## WORK REQUIRED
Retype every record that follows, character for character.

## DATA EXCERPTS
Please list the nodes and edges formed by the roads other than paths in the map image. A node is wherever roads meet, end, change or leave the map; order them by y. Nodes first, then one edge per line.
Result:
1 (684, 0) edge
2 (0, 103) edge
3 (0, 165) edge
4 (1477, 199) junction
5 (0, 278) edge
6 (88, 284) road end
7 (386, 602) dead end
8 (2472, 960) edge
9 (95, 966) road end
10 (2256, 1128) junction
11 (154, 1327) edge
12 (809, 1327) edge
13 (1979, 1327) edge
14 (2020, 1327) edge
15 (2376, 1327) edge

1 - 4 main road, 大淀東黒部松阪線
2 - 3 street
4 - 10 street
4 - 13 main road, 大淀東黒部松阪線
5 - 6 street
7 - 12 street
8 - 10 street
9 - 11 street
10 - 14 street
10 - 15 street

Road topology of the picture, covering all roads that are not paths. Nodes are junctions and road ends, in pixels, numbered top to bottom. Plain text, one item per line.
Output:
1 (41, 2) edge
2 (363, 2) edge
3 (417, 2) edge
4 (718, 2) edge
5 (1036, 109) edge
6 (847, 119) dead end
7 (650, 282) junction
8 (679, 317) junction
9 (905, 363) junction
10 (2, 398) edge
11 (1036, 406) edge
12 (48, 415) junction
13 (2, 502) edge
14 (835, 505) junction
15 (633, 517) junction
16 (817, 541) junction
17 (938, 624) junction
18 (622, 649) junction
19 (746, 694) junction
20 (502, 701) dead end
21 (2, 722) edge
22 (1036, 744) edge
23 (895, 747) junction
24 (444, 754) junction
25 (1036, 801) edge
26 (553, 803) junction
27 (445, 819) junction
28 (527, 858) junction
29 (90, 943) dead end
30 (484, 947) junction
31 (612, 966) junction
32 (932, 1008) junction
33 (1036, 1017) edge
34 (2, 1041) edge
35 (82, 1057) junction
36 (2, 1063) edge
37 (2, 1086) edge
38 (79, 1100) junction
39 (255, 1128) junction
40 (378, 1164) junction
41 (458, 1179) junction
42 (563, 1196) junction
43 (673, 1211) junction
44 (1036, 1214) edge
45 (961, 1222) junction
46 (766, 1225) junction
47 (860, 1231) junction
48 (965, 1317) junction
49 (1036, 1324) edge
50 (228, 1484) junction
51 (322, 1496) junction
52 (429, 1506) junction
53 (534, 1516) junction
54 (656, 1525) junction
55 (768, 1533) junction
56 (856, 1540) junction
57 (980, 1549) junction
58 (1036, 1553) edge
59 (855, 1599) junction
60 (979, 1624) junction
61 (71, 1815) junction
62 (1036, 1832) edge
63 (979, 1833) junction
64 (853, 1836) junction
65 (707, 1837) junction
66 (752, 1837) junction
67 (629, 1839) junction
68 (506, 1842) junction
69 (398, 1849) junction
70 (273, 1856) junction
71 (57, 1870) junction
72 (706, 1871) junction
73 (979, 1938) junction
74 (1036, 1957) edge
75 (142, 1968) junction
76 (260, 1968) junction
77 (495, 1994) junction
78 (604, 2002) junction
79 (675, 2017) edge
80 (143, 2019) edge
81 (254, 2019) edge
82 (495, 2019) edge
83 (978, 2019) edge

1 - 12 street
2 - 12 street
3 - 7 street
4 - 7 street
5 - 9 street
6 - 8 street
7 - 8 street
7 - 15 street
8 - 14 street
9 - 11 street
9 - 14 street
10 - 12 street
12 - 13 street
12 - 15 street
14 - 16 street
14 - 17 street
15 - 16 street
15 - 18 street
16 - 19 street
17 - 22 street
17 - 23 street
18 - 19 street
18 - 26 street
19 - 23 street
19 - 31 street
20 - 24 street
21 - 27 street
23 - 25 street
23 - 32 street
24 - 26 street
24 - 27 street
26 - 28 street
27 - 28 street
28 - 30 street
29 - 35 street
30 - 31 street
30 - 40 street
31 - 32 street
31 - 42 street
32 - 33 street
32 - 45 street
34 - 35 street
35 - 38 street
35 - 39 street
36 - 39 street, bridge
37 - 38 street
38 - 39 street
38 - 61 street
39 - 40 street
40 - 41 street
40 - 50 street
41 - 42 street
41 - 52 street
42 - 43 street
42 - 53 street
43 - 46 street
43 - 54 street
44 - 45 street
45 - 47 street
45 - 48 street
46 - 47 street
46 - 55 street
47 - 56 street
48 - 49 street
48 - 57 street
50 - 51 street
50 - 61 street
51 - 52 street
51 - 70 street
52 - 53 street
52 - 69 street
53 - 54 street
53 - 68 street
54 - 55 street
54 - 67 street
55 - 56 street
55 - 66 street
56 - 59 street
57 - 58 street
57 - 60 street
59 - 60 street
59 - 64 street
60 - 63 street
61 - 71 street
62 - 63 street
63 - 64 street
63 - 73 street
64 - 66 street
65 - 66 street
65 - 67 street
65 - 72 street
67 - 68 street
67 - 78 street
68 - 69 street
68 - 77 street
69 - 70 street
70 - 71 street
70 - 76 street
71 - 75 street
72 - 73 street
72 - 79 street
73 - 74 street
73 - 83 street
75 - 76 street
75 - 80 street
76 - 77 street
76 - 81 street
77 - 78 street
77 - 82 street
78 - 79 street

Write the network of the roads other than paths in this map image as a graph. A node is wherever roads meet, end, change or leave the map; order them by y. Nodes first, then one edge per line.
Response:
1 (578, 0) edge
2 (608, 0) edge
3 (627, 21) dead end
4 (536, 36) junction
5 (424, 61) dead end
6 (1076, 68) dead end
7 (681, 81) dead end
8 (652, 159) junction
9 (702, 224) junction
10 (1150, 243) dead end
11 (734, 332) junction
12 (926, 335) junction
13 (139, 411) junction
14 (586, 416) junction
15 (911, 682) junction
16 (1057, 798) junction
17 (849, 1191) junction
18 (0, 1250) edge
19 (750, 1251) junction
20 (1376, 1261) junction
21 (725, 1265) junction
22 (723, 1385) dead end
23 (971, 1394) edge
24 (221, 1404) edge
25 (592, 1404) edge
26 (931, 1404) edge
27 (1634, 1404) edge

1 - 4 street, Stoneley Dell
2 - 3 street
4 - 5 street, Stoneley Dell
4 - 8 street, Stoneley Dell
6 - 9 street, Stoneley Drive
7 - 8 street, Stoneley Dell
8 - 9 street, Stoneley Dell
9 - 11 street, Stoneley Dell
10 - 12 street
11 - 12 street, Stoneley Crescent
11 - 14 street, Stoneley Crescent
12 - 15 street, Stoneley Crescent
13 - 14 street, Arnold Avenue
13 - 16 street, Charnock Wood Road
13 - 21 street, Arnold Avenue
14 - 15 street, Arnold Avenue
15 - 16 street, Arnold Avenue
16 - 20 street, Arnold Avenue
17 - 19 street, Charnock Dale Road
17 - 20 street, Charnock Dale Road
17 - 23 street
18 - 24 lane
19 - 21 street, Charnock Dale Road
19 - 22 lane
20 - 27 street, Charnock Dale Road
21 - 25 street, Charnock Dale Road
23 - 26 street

## EXERCISE SOLUTION
Please list the nodes and edges formed by the roads other than paths in the map image. A node is wherever roads meet, end, change or leave the map; order them by y. Nodes first, then one edge per line.
Result:
1 (684, 0) edge
2 (0, 103) edge
3 (0, 165) edge
4 (1477, 199) junction
5 (0, 278) edge
6 (88, 284) road end
7 (386, 602) dead end
8 (2472, 960) edge
9 (95, 966) road end
10 (2256, 1128) junction
11 (154, 1327) edge
12 (809, 1327) edge
13 (1979, 1327) edge
14 (2020, 1327) edge
15 (2376, 1327) edge

1 - 4 main road, 大淀東黒部松阪線
2 - 3 street
4 - 10 street
4 - 13 main road, 大淀東黒部松阪線
5 - 6 street
7 - 12 street
8 - 10 street
9 - 11 street
10 - 14 street
10 - 15 street

Road topology of the picture, covering all roads that are not paths. Nodes are junctions and road ends, in pixels, numbered top to bottom. Plain text, one item per line.
Output:
1 (41, 2) edge
2 (363, 2) edge
3 (417, 2) edge
4 (718, 2) edge
5 (1036, 109) edge
6 (847, 119) dead end
7 (650, 282) junction
8 (679, 317) junction
9 (905, 363) junction
10 (2, 398) edge
11 (1036, 406) edge
12 (48, 415) junction
13 (2, 502) edge
14 (835, 505) junction
15 (633, 517) junction
16 (817, 541) junction
17 (938, 624) junction
18 (622, 649) junction
19 (746, 694) junction
20 (502, 701) dead end
21 (2, 722) edge
22 (1036, 744) edge
23 (895, 747) junction
24 (444, 754) junction
25 (1036, 801) edge
26 (553, 803) junction
27 (445, 819) junction
28 (527, 858) junction
29 (90, 943) dead end
30 (484, 947) junction
31 (612, 966) junction
32 (932, 1008) junction
33 (1036, 1017) edge
34 (2, 1041) edge
35 (82, 1057) junction
36 (2, 1063) edge
37 (2, 1086) edge
38 (79, 1100) junction
39 (255, 1128) junction
40 (378, 1164) junction
41 (458, 1179) junction
42 (563, 1196) junction
43 (673, 1211) junction
44 (1036, 1214) edge
45 (961, 1222) junction
46 (766, 1225) junction
47 (860, 1231) junction
48 (965, 1317) junction
49 (1036, 1324) edge
50 (228, 1484) junction
51 (322, 1496) junction
52 (429, 1506) junction
53 (534, 1516) junction
54 (656, 1525) junction
55 (768, 1533) junction
56 (856, 1540) junction
57 (980, 1549) junction
58 (1036, 1553) edge
59 (855, 1599) junction
60 (979, 1624) junction
61 (71, 1815) junction
62 (1036, 1832) edge
63 (979, 1833) junction
64 (853, 1836) junction
65 (707, 1837) junction
66 (752, 1837) junction
67 (629, 1839) junction
68 (506, 1842) junction
69 (398, 1849) junction
70 (273, 1856) junction
71 (57, 1870) junction
72 (706, 1871) junction
73 (979, 1938) junction
74 (1036, 1957) edge
75 (142, 1968) junction
76 (260, 1968) junction
77 (495, 1994) junction
78 (604, 2002) junction
79 (675, 2017) edge
80 (143, 2019) edge
81 (254, 2019) edge
82 (495, 2019) edge
83 (978, 2019) edge

1 - 12 street
2 - 12 street
3 - 7 street
4 - 7 street
5 - 9 street
6 - 8 street
7 - 8 street
7 - 15 street
8 - 14 street
9 - 11 street
9 - 14 street
10 - 12 street
12 - 13 street
12 - 15 street
14 - 16 street
14 - 17 street
15 - 16 street
15 - 18 street
16 - 19 street
17 - 22 street
17 - 23 street
18 - 19 street
18 - 26 street
19 - 23 street
19 - 31 street
20 - 24 street
21 - 27 street
23 - 25 street
23 - 32 street
24 - 26 street
24 - 27 street
26 - 28 street
27 - 28 street
28 - 30 street
29 - 35 street
30 - 31 street
30 - 40 street
31 - 32 street
31 - 42 street
32 - 33 street
32 - 45 street
34 - 35 street
35 - 38 street
35 - 39 street
36 - 39 street, bridge
37 - 38 street
38 - 39 street
38 - 61 street
39 - 40 street
40 - 41 street
40 - 50 street
41 - 42 street
41 - 52 street
42 - 43 street
42 - 53 street
43 - 46 street
43 - 54 street
44 - 45 street
45 - 47 street
45 - 48 street
46 - 47 street
46 - 55 street
47 - 56 street
48 - 49 street
48 - 57 street
50 - 51 street
50 - 61 street
51 - 52 street
51 - 70 street
52 - 53 street
52 - 69 street
53 - 54 street
53 - 68 street
54 - 55 street
54 - 67 street
55 - 56 street
55 - 66 street
56 - 59 street
57 - 58 street
57 - 60 street
59 - 60 street
59 - 64 street
60 - 63 street
61 - 71 street
62 - 63 street
63 - 64 street
63 - 73 street
64 - 66 street
65 - 66 street
65 - 67 street
65 - 72 street
67 - 68 street
67 - 78 street
68 - 69 street
68 - 77 street
69 - 70 street
70 - 71 street
70 - 76 street
71 - 75 street
72 - 73 street
72 - 79 street
73 - 74 street
73 - 83 street
75 - 76 street
75 - 80 street
76 - 77 street
76 - 81 street
77 - 78 street
77 - 82 street
78 - 79 street

Write the network of the roads other than paths in this map image as a graph. A node is wherever roads meet, end, change or leave the map; order them by y. Nodes first, then one edge per line.
Response:
1 (578, 0) edge
2 (608, 0) edge
3 (627, 21) dead end
4 (536, 36) junction
5 (424, 61) dead end
6 (1076, 68) dead end
7 (681, 81) dead end
8 (652, 159) junction
9 (702, 224) junction
10 (1150, 243) dead end
11 (734, 332) junction
12 (926, 335) junction
13 (139, 411) junction
14 (586, 416) junction
15 (911, 682) junction
16 (1057, 798) junction
17 (849, 1191) junction
18 (0, 1250) edge
19 (750, 1251) junction
20 (1376, 1261) junction
21 (725, 1265) junction
22 (723, 1385) dead end
23 (971, 1394) edge
24 (221, 1404) edge
25 (592, 1404) edge
26 (931, 1404) edge
27 (1634, 1404) edge

1 - 4 street, Stoneley Dell
2 - 3 street
4 - 5 street, Stoneley Dell
4 - 8 street, Stoneley Dell
6 - 9 street, Stoneley Drive
7 - 8 street, Stoneley Dell
8 - 9 street, Stoneley Dell
9 - 11 street, Stoneley Dell
10 - 12 street
11 - 12 street, Stoneley Crescent
11 - 14 street, Stoneley Crescent
12 - 15 street, Stoneley Crescent
13 - 14 street, Arnold Avenue
13 - 16 street, Charnock Wood Road
13 - 21 street, Arnold Avenue
14 - 15 street, Arnold Avenue
15 - 16 street, Arnold Avenue
16 - 20 street, Arnold Avenue
17 - 19 street, Charnock Dale Road
17 - 20 street, Charnock Dale Road
17 - 23 street
18 - 24 lane
19 - 21 street, Charnock Dale Road
19 - 22 lane
20 - 27 street, Charnock Dale Road
21 - 25 street, Charnock Dale Road
23 - 26 street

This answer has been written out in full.